IoT Anti-Jamming Strategy Using Game Theory and Neural Network

The internet of things (IoT) is one of the most exposed networks to attackers due to its widespread and its heterogeneity. In such networks, jamming attacks are widely used by malicious users to compromise the private and secure communications. Many techniques are proposed in the literature to secure the network from malicious jamming attacks. However, most of these techniques require either the implementation of complex coordination schemes or the use of high transmission power and are therefore challenging to implement in limited resources IoT networks. In this paper, a low complexity anti-jamming defending strategy using smart power allocation under limited power constraints is proposed for health monitoring IoT networks.
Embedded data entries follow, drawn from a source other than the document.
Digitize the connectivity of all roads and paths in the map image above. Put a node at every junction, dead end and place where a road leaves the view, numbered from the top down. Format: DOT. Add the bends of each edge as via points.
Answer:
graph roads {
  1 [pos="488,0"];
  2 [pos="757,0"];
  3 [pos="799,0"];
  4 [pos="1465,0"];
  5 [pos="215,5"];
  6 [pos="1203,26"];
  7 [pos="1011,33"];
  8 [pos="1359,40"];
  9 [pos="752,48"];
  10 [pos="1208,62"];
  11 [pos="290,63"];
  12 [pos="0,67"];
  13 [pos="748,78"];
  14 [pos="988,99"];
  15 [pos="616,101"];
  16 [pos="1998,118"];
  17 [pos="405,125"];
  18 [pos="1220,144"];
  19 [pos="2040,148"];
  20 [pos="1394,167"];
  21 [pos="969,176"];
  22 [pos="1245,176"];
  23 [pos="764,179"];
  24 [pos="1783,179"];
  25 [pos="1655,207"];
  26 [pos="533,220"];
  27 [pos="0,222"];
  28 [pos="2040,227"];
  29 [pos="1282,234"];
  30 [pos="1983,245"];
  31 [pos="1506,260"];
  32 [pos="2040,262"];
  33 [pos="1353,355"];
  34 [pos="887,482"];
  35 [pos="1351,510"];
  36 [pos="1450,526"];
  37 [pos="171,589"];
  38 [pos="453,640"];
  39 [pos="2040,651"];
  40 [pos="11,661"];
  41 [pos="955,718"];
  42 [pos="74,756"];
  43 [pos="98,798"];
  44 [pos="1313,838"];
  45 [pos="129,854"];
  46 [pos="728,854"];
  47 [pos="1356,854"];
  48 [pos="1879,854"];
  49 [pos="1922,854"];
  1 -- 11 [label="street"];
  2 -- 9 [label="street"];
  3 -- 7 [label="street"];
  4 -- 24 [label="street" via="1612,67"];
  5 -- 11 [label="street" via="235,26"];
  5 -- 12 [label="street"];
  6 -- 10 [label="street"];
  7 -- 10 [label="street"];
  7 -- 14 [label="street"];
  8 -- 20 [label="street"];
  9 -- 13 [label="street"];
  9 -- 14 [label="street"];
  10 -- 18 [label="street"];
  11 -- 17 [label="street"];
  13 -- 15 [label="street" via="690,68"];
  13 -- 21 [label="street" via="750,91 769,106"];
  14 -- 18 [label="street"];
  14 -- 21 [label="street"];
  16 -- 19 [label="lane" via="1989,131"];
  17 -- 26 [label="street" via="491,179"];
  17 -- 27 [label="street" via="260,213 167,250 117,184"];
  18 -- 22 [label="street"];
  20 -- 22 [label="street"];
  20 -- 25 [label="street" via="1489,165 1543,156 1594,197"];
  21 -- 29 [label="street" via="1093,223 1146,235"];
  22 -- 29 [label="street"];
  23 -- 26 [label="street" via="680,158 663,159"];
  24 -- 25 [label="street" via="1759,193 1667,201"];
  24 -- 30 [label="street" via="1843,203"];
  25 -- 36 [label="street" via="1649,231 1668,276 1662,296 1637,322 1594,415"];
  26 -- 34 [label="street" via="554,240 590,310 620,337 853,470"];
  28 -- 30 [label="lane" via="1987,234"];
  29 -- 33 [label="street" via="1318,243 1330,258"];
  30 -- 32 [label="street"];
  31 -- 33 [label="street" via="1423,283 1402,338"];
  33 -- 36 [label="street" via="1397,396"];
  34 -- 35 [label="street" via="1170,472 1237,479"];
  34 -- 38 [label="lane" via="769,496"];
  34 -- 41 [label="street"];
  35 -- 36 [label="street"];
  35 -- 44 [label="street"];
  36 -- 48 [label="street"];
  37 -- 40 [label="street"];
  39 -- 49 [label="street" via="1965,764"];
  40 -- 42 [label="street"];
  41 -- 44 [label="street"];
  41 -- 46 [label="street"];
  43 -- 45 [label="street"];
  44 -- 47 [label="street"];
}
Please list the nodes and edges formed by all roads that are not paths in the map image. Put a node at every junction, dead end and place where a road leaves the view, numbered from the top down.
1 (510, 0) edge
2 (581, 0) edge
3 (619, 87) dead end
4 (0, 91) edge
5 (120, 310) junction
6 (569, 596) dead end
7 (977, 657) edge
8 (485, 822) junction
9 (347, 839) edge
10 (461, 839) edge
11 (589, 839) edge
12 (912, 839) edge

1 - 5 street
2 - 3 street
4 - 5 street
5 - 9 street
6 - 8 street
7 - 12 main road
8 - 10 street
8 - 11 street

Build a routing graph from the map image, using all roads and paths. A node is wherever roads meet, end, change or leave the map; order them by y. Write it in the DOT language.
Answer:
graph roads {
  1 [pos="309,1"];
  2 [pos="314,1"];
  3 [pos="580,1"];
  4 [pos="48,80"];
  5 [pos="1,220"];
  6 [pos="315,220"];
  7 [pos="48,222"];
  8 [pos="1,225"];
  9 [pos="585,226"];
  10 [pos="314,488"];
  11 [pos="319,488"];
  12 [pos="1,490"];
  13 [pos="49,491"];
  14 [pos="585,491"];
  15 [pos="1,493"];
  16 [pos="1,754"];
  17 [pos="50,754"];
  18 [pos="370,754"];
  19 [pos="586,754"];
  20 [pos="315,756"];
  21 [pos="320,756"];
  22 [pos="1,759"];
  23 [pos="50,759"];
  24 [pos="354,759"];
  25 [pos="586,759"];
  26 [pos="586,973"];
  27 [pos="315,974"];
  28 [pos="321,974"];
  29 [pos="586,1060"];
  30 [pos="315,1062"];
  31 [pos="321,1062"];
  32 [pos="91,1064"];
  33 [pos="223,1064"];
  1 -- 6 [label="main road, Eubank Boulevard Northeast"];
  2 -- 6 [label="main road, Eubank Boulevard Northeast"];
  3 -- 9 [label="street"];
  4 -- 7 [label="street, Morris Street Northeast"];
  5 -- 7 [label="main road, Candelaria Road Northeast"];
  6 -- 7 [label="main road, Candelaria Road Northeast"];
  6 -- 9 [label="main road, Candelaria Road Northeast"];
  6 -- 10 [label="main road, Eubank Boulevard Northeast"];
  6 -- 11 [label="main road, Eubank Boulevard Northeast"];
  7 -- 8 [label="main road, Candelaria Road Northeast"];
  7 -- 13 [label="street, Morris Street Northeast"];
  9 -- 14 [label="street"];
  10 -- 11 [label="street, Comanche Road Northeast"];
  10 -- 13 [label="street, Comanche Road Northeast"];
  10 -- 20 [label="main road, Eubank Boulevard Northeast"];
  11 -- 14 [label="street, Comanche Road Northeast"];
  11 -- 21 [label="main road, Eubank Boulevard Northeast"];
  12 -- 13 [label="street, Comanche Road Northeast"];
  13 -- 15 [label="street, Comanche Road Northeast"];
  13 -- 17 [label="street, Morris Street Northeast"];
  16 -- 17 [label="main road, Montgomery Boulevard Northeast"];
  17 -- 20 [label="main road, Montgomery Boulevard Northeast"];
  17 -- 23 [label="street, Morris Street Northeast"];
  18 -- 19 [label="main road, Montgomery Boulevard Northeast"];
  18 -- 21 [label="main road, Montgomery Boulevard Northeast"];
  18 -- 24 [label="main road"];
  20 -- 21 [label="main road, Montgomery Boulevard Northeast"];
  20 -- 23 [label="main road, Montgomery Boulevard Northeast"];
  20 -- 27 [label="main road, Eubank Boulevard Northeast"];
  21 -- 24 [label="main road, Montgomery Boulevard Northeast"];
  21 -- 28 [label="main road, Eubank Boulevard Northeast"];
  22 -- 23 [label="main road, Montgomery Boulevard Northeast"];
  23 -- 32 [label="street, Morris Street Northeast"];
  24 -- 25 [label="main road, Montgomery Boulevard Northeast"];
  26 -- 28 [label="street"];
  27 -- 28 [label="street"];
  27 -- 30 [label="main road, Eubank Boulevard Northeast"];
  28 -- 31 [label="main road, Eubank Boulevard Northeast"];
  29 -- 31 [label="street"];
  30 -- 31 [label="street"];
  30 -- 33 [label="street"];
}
This strategy is designed by formulating the worst case jamming effect minimization problem as a Colonel Blotto game while considering the slow channel fading effect. By analyzing the Nash Equilibrium (NE) of the game, making use of efficient and fast equilibrium approximation techniques, designing a fast numerical solving approach, training an artificial neural network (ANN) to enhance the accuracy of the estimation, an anti-jamming power allocating strategy is proposed and is shown to be effective in reducing the power consumption and in combating jamming attacks with less resources. A data population scheme is also proposed to make the proposed ANN exploit as much possible the available data to provide accurate NE estimation.